Mata Ric terlihat jelalatan memandangi satu persatu rumah yang terlalui oleh langkah kakinya. Sesekali matanya melihat ke jalan beraspal yang terkadang nyempil sampah terbiar. Kali ini Ric sungguh berharap dapat menemukan satu atau dua puntung rokok yang malang.
Sejak terdampar di masjid Fatima, Ric telah kehabisan uang. Terpaksa pula dia menahan lapar dan hasrat ingin merokok. Beruntung pemilik area masjid berbaik hati memberinya makan dan tempat tinggal yang layak. Tetapi kebutuhan paru-parunya akan asap makin menjadi. Ric tidak mau meminta atau meminjam uang pada Pak Abu dengan alasan ingin membeli rokok. Orangtua itu sudah banyak berbaik hati untuknya. Masa iya, dia akan meminta sesuatu yang di luar kebutuhan pokoknya.
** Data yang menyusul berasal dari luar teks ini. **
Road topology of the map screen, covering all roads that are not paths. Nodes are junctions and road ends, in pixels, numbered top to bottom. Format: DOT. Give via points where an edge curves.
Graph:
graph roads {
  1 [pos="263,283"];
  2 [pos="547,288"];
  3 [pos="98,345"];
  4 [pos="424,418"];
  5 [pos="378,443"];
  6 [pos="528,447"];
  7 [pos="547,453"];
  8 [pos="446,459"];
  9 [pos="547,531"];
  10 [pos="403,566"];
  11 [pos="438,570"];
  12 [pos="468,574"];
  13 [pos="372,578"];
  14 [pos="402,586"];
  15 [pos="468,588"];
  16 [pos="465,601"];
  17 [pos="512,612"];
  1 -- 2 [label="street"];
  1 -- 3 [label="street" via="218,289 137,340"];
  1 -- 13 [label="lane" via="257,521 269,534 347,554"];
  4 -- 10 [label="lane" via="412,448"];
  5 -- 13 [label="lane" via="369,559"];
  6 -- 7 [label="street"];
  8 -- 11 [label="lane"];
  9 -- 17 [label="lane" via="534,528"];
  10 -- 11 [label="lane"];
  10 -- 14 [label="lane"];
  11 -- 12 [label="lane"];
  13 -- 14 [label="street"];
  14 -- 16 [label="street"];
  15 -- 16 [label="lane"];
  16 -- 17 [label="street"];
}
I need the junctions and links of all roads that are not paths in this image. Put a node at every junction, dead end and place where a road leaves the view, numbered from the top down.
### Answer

Demi memenuhi candu akan rokok itu, terpaksa Ric mencari jalan lain yang menurutnya tidak merugikan siapa pun. Apalagi kalau bukan memulung puntung rokok. Satu hal yang sebelumnya pernah dia lakukan bersama teman-teman punker bila kehabisan uang. Bagaimanapun prinsip kelompoknya pantang untuk meminta secara cuma-cuma apalagi dengan cara paksa. Kami memilih mengorek tong sampah daripada dicap sebagai pemalak. Kami itu punker, bukan preman. Jadi jangan disamakan.
Ric menatapi satu rumah kos yang besar. Dia melongok ke dalam pintu gerbang. Memindai siapa penghuni kos-kosan itu. Laki-lakikah atau tempat kos perempuan?
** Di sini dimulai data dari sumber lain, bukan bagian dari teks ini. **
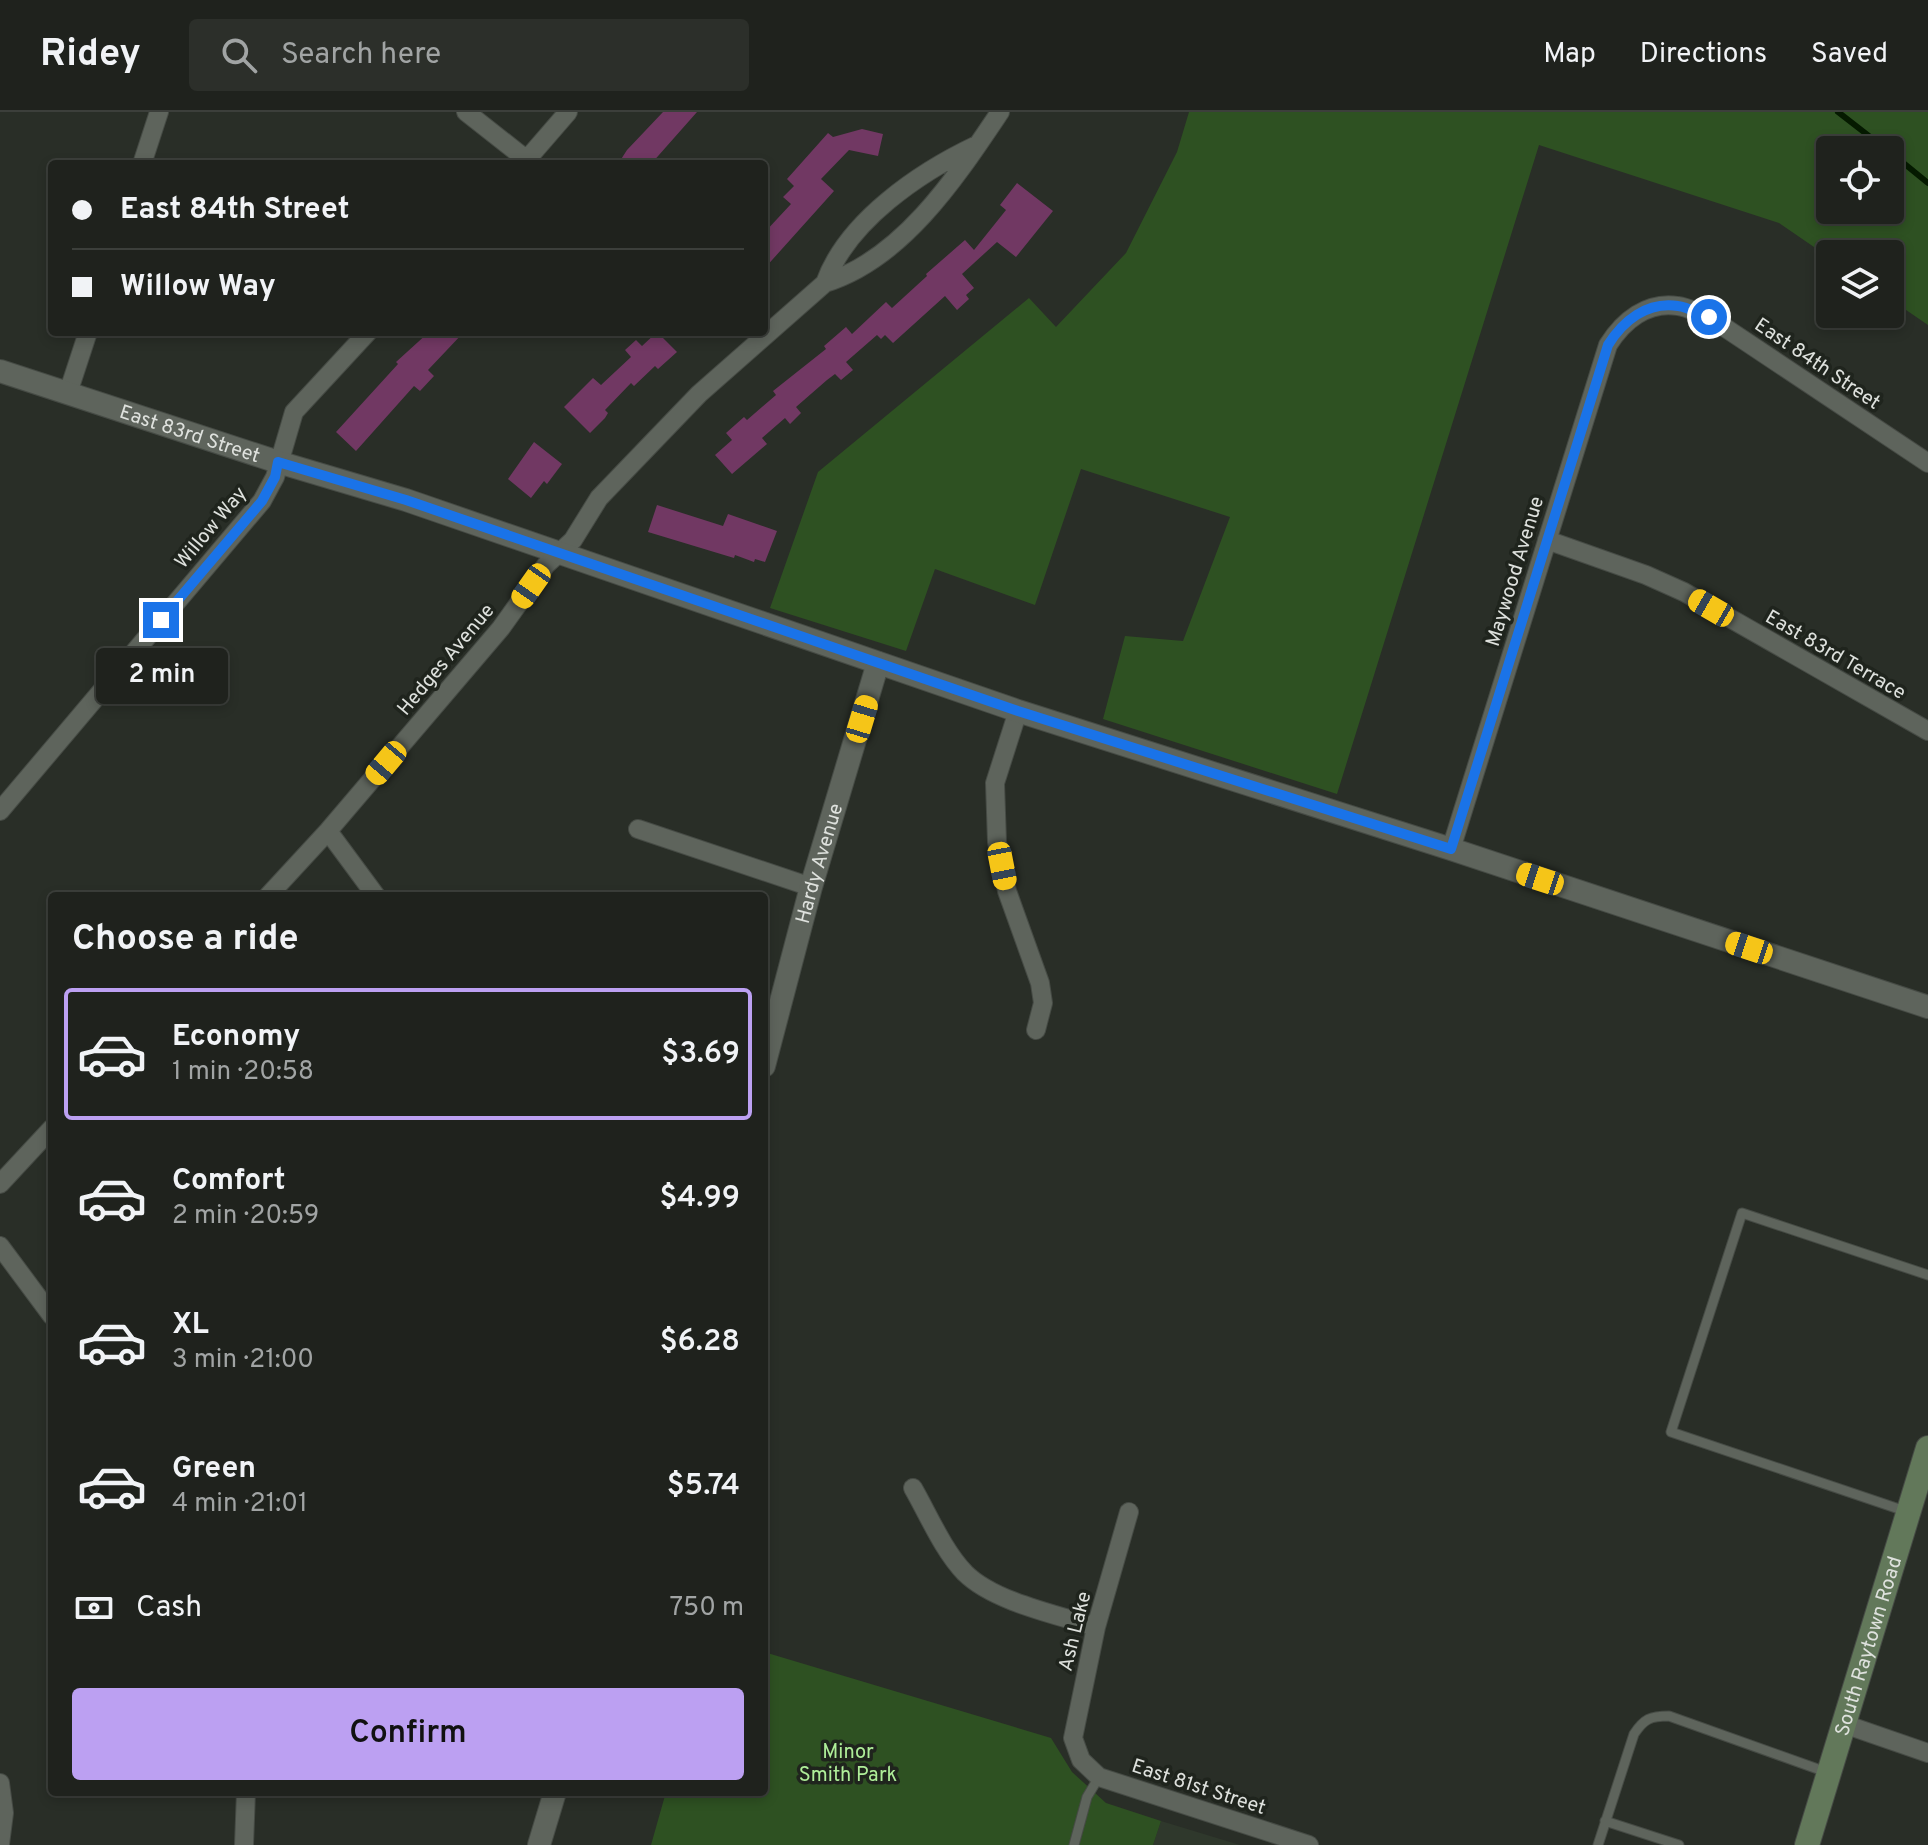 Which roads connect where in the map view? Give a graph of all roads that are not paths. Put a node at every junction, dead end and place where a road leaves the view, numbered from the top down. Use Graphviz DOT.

Seorang perempuan dengan rambut dikuncir tinggi, berkulit putih terlihat keluar dari kamar model paviliun. Begitu melihat Ric, perempuan dengan paras cantik itu beringsut cepat masuk ke kamar.
Ric tersenyum kecut. Bukan hal baru memang. Tetapi terkadang itu cukup menggelitiki hatinya. Orang-orang entah kenapa selalu memandang kepribadian seseorang dari penampilan.
Merasa tidak yakin di lingkungan kos itu ada puntung rokok, meski mungkin ada, Ric memilih mencari di tempat lain. Dia tidak mau membuat kericuhan melalui kehadirannya di area kos perempuan.
Beberapa langkah kemudian Ric menemukan satu rumah besar dengan sandal yang banyak di depan. Melihat dari keadaan luar rumah yang berantakan bahkan tong sampah sampai meluap, Ric bisa menduga kalau rumah besar ini pastilah tempat kos mahasiswa putra.
Ric lalu masuk sambil matanya terus tertuju pada tong sampah yang mojok di sisi pintu gerbang sebelah kanan. Belum lagi Ric mencapai tong sampah, seorang datang menghampirinya.
“Cari siapa Mas?” tanya pria dengan rambut di cat pirang pada ujung-ujung rambutnya.
“Enggak ada,” sahut Ric sambil memungut satu puntung rokok yang tinggal setengah. Tak lupa dia mengacungkan puntung rokok itu pada pria yang terus mengawasinya dengan waspada.
Kali ini dia tidak ingin ribut dengan orang. Wajahnya masih lumayan menyisakan lebam. Dia tidak mau mukanya tampak lebih menakutkan.
Ric terus melangkah hingga tiba di jalan utama. Tepat di pertigaan pada sudut sebelah kanan, mata awas Ric menangkap satu puntung rokok yang tergolek begitu saja. Setelah memastikan tidak ada kendaraan yang melaju dekat ke arahnya, Ric menyeberang dan memungut puntung rokok itu.
“Eh, tinggal busanya?” gumam Ric sedikit kecewa sambil berpikir orang yang membuang puntung rokok ini pastilah tipe orang yang tidak menyisakan apa yang dimilikinya alih-alih super ngirit, bersaudara kembar dengan pelit.
Meski demikian Ric tetap menggenggam puntung rokok itu. Perjalanan Ric berlanjut ke kiri. Matanya terus mengarah ke bawah dari ujung kanan ke kiri. Dia sama sekali tidak mau melewatkan radar matanya kehilangan jejak puntung rokok yang sudah pasti akan ada di jalanan.
Nah, kan. Ric telah menemukan satu puntung rokok tepat di depan mata. Ketika mengangkat tubuhnya, pandangan sebuah kampus yang megah telah menatapnya. Ric memperhatikan lingkungan kampus itu, dan kemudian berpikir bahwa gedung itu pasti sebuah kantor para dosen. Kemungkinan keberadaan puntung rokok kecil.
Setelah mengantongi puntung rokok yang masih lumayan meninggalkan sisa tembakaunya, Ric melangkah lagi. Sampai di pertigaan kembali, dia membelok ke kiri. Masuk pada satu kawasan kampus yang luas. Ric mempunyai firasat di lingkungan kampus ini pastilah akan banyak puntung rokok yang berceceran.